[Collected data entries]
'''
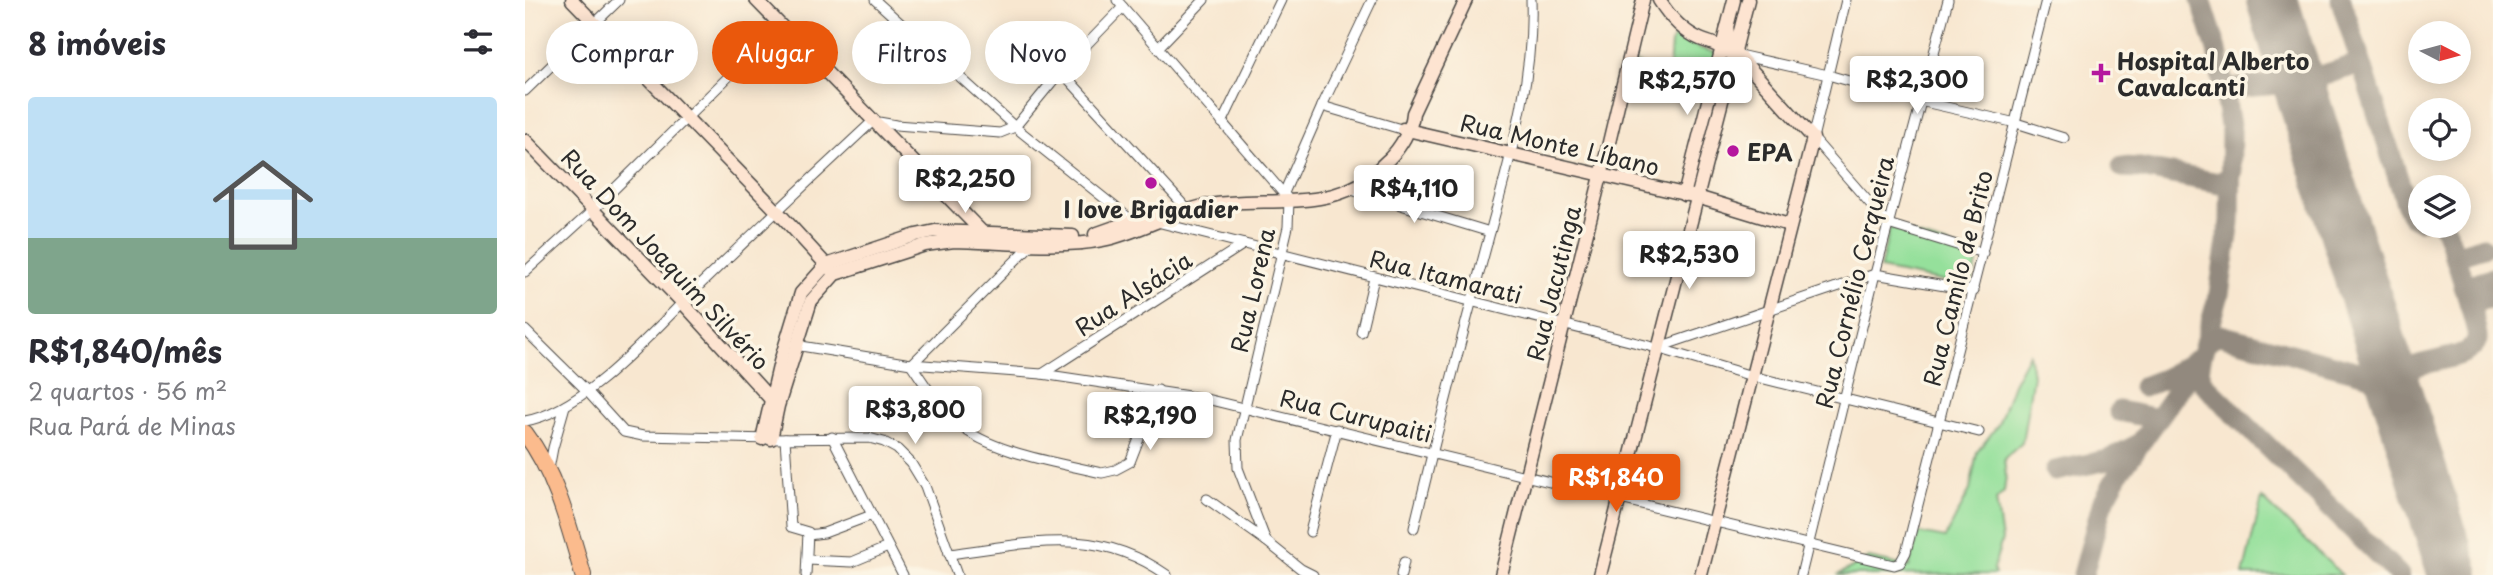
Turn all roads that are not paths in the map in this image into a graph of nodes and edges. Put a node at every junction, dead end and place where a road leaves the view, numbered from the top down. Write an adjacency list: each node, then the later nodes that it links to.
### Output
1 (572, 0): 18 (street)
2 (619, 0): 19 (street)
3 (757, 0): 20 (street)
4 (875, 0): 40 (street)
5 (1204, 0): 24 (street)
6 (1281, 0): 38 (street)
7 (1372, 0): 35 (street, Rua Lorena)
8 (1467, 0): 41 (street)
9 (1531, 0): 45 (street)
10 (1643, 0): 46 (street, Rua Jacutinga)
11 (1659, 0): 23 (street)
12 (1734, 0): 21 (street)
13 (1748, 0): 25 (street)
14 (1846, 0): 27 (street)
15 (1948, 0): 34 (street, Rua Cornélio Cerqueira)
16 (2046, 0): 39 (street, Rua Camilo de Brito)
17 (1120, 3): 22 (street); 24 (street)
18 (592, 21)
19 (598, 21)
20 (777, 21)
21 (1727, 27): 23 (street); 25 (street)
22 (1091, 37)
23 (1721, 47): 25 (street); 49 (street)
24 (1157, 48): 38 (street)
25 (1734, 57): 27 (street); 42 (street); 49 (street)
26 (546, 71): 33 (street)
27 (1828, 75): 34 (street); 42 (street)
28 (654, 84): 36 (street)
29 (720, 84): 36 (street)
30 (838, 84): 37 (street)
31 (1051, 84): 40 (street)
32 (1072, 84): 50 (street)
33 (525, 91)
34 (1920, 101): 39 (street); 55 (street, Rua Cornélio Cerqueira)
35 (1321, 106): 41 (street, Rua Monte Líbano); 48 (street, Rua Lorena)
36 (686, 117): 51 (street); 52 (street)
37 (873, 121): 40 (street); 52 (street); 58 (street)
38 (1222, 123): 48 (street)
39 (2015, 123): 43 (street); 61 (street, Rua Camilo de Brito)
40 (1015, 127): 54 (street)
41 (1404, 130): 45 (street, Rua Monte Líbano); 47 (street); 48 (street)
42 (1813, 138): 55 (street); 56 (street)
43 (2064, 138)
44 (525, 140): 51 (street, Rua Dom Joaquim Silvério)
45 (1511, 153): 46 (street, Rua Monte Líbano); 57 (street)
46 (1601, 176): 49 (street, Rua Monte Líbano); 71 (street, Rua Jacutinga)
47 (1347, 189): 48 (street); 57 (street)
48 (1287, 196): 50 (street); 62 (street, Rua Lorena)
49 (1691, 196): 56 (street, Rua Monte Líbano); 75 (street)
50 (1185, 207): 53 (street)
51 (592, 211): 64 (street); 68 (street, Rua Dom Joaquim Silvério)
52 (777, 211): 63 (street); 68 (street)
53 (1154, 218): 54 (street); 59 (street); 60 (street, Rua Itamarati)
54 (1134, 222): 59 (street)
55 (1888, 224): 61 (street); 65 (street, Rua Cornélio Cerqueira)
56 (1789, 225): 70 (street)
57 (1490, 232): 69 (street)
58 (982, 237): 59 (street); 63 (street)
59 (1035, 238): 76 (street)
60 (1244, 244): 62 (street, Rua Itamarati); 77 (street, Rua Alsácia)
61 (1983, 253): 67 (street, Rua Camilo de Brito)
62 (1281, 254): 66 (street, Rua Itamarati); 84 (street, Rua Lorena)
63 (831, 270): 74 (street); 82 (street)
64 (525, 272)
65 (1875, 274): 67 (street); 70 (street); 81 (street, Rua Cornélio Cerqueira)
66 (1374, 278): 69 (street, Rua Itamarati); 73 (street)
67 (1973, 291): 86 (street, Rua Camilo de Brito)
68 (682, 302): 79 (street); 82 (street, Rua Dom Joaquim Silvério)
69 (1471, 302): 71 (street, Rua Itamarati); 94 (street)
70 (1769, 310): 75 (street); 78 (street)
71 (1564, 324): 75 (street, Rua Itamarati); 96 (street, Rua Jacutinga)
72 (525, 330): 79 (street)
73 (1361, 332)
74 (795, 345): 76 (street, Rua Curupaiti); 82 (street)
75 (1657, 348): 78 (street, Rua Itamarati); 98 (street)
76 (912, 363): 77 (street, Rua Curupaiti); 80 (street)
77 (1042, 374): 80 (street, Rua Curupaiti)
78 (1752, 376): 81 (street, Rua Itamarati); 100 (street)
79 (586, 390): 83 (street); 92 (street)
80 (1159, 390): 84 (street, Rua Curupaiti)
81 (1844, 398): 86 (street, Rua Itamarati); 105 (street, Rua Cornélio Cerqueira)
82 (774, 403): 87 (street); 92 (street)
83 (565, 406): 85 (street); 95 (street)
84 (1244, 408): 88 (street, Rua Curupaiti); 104 (street, Rua Lorena)
85 (525, 421)
86 (1940, 422): 89 (street, Rua Itamarati); 110 (street, Rua Camilo de Brito)
87 (774, 423): 92 (street); 93 (street)
88 (1337, 429): 94 (street, Rua Curupaiti); 102 (street)
89 (1979, 432)
90 (525, 433): 95 (highway)
91 (832, 437): 93 (street); 99 (street); 107 (street)
92 (766, 439): 93 (street)
93 (785, 439): 103 (street)
94 (1432, 453): 96 (street, Rua Curupaiti); 101 (street)
95 (549, 473): 111 (highway)
96 (1525, 477): 98 (street, Rua Curupaiti); 118 (street, Rua Jacutinga)
97 (1207, 499): 104 (street)
98 (1619, 499): 100 (street, Rua Curupaiti); 119 (street)
99 (872, 515): 103 (street); 106 (street)
100 (1715, 521): 105 (street, Rua Curupaiti); 120 (street)
101 (1414, 528)
102 (1310, 532)
103 (807, 535): 108 (street)
104 (1266, 541): 116 (street)
105 (1808, 544): 110 (street, Rua Curupaiti); 121 (street, Rua Cornélio Cerqueira)
106 (888, 547): 108 (street); 113 (street)
107 (949, 554): 114 (street); 115 (street)
108 (807, 560): 112 (street)
109 (1404, 562): 117 (street)
110 (1900, 563)
111 (583, 575)
112 (806, 575)
113 (903, 575)
114 (957, 575)
115 (1167, 575)
116 (1313, 575)
117 (1401, 575)
118 (1501, 575)
119 (1600, 575)
120 (1701, 575)
121 (1801, 575)

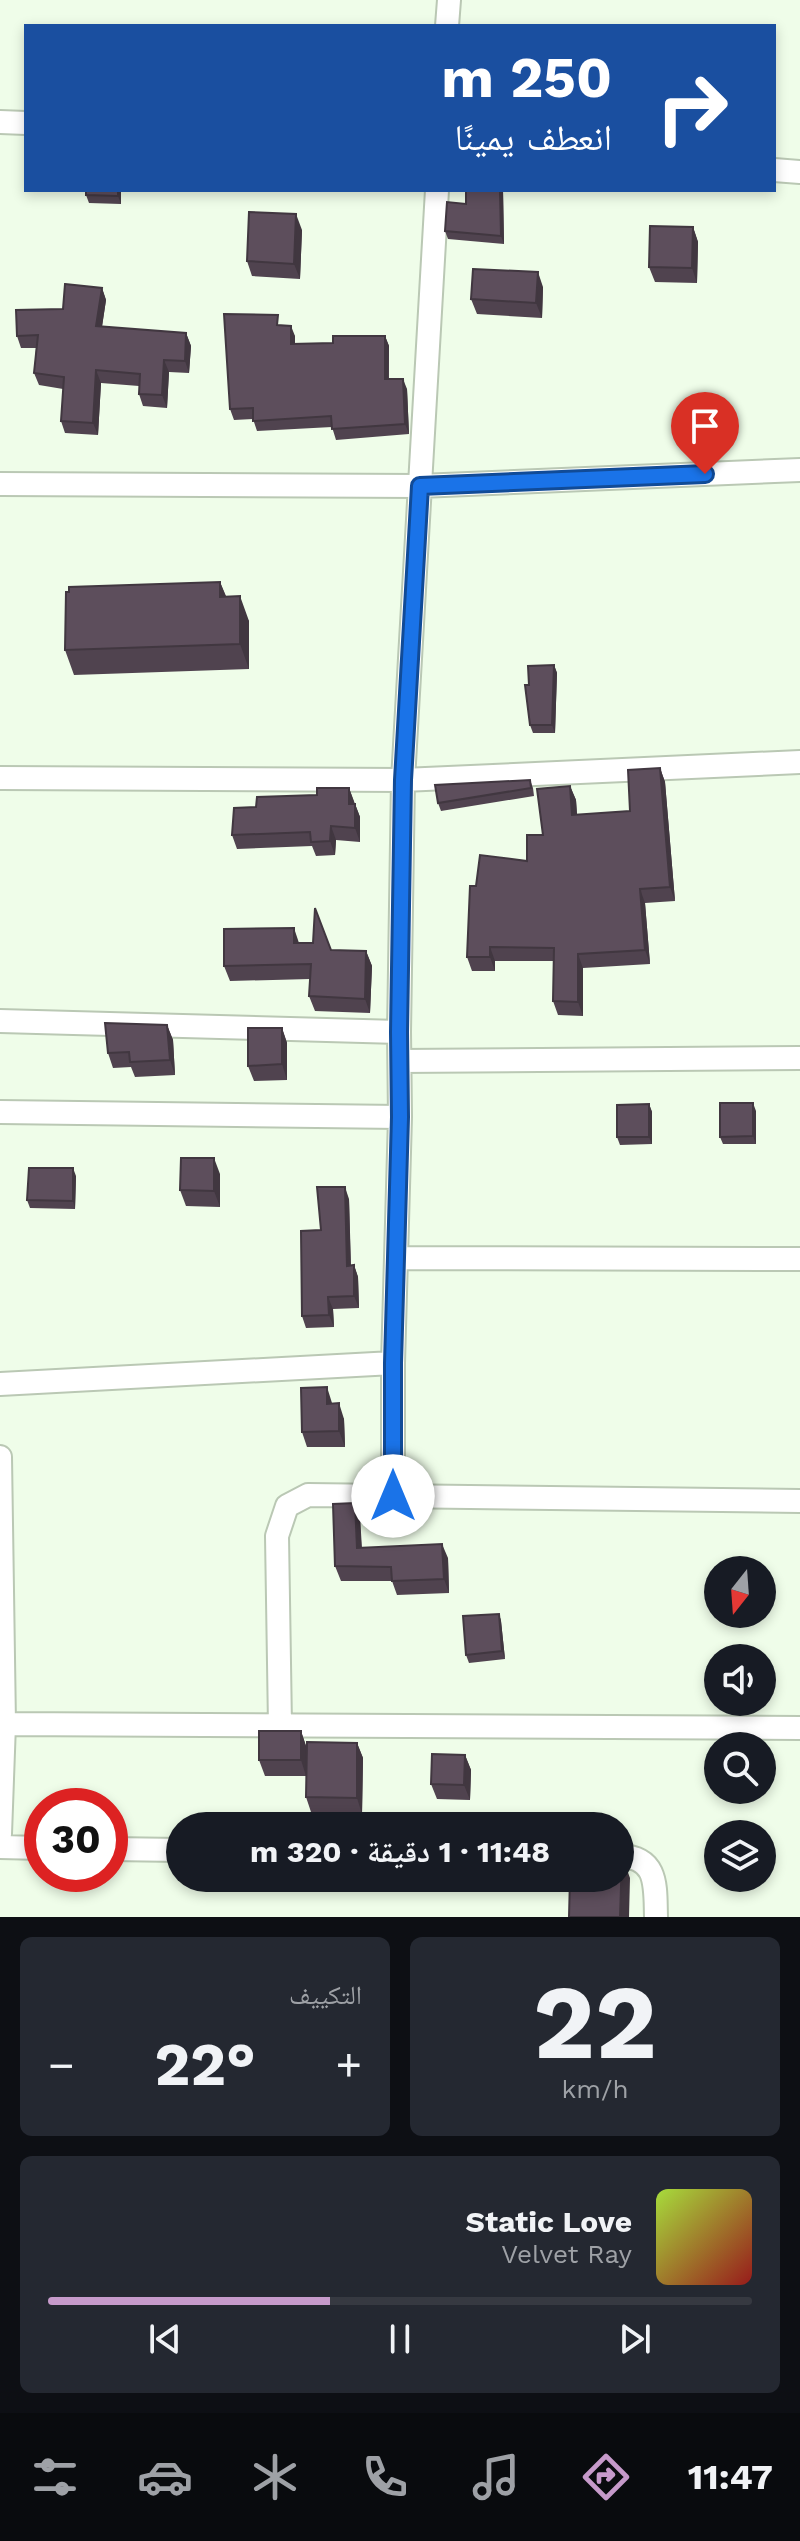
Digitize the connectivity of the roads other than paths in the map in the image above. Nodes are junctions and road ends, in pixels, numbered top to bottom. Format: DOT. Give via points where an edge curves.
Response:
graph roads {
  1 [pos="449,0"];
  2 [pos="447,24"];
  3 [pos="0,122"];
  4 [pos="24,123"];
  5 [pos="776,170"];
  6 [pos="800,172"];
  7 [pos="437,192"];
  8 [pos="800,470"];
  9 [pos="0,484"];
  10 [pos="420,486"];
  11 [pos="800,762"];
  12 [pos="0,778"];
  13 [pos="403,780"];
  14 [pos="0,1021"];
  15 [pos="399,1032"];
  16 [pos="800,1058"];
  17 [pos="400,1061"];
  18 [pos="0,1112"];
  19 [pos="400,1117"];
  20 [pos="397,1258"];
  21 [pos="800,1259"];
  22 [pos="393,1363"];
  23 [pos="0,1384"];
  24 [pos="0,1457"];
  25 [pos="393,1496"];
  26 [pos="800,1501"];
  27 [pos="2,1629"];
  28 [pos="4,1724"];
  29 [pos="280,1726"];
  30 [pos="800,1728"];
  31 [pos="0,1834"];
  32 [pos="0,1847"];
  33 [pos="24,1848"];
  34 [pos="128,1849"];
  35 [pos="166,1850"];
  36 [pos="634,1860"];
  37 [pos="656,1917"];
  1 -- 2 [label="street"];
  3 -- 4 [label="street"];
  5 -- 6 [label="street"];
  7 -- 10 [label="street"];
  8 -- 10 [label="street"];
  9 -- 10 [label="street"];
  10 -- 13 [label="street"];
  11 -- 13 [label="street"];
  12 -- 13 [label="street"];
  13 -- 15 [label="street"];
  14 -- 15 [label="street"];
  15 -- 17 [label="street"];
  16 -- 17 [label="street"];
  17 -- 19 [label="street"];
  18 -- 19 [label="street"];
  19 -- 20 [label="street"];
  20 -- 21 [label="street"];
  20 -- 22 [label="street"];
  22 -- 23 [label="street"];
  22 -- 25 [label="street"];
  24 -- 27 [label="street"];
  25 -- 26 [label="street"];
  25 -- 29 [label="street" via="308,1495 287,1506 277,1536"];
  27 -- 28 [label="street"];
  28 -- 29 [label="street"];
  28 -- 31 [label="street"];
  29 -- 30 [label="street"];
  32 -- 33 [label="street"];
  34 -- 35 [label="street"];
  36 -- 37 [label="street" via="655,1877"];
}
'''
Work request: Out of the data above, return each line where the word "Jacutinga" can be found.

Answer to this exercise:
10 (1643, 0): 46 (street, Rua Jacutinga)
46 (1601, 176): 49 (street, Rua Monte Líbano); 71 (street, Rua Jacutinga)
71 (1564, 324): 75 (street, Rua Itamarati); 96 (street, Rua Jacutinga)
96 (1525, 477): 98 (street, Rua Curupaiti); 118 (street, Rua Jacutinga)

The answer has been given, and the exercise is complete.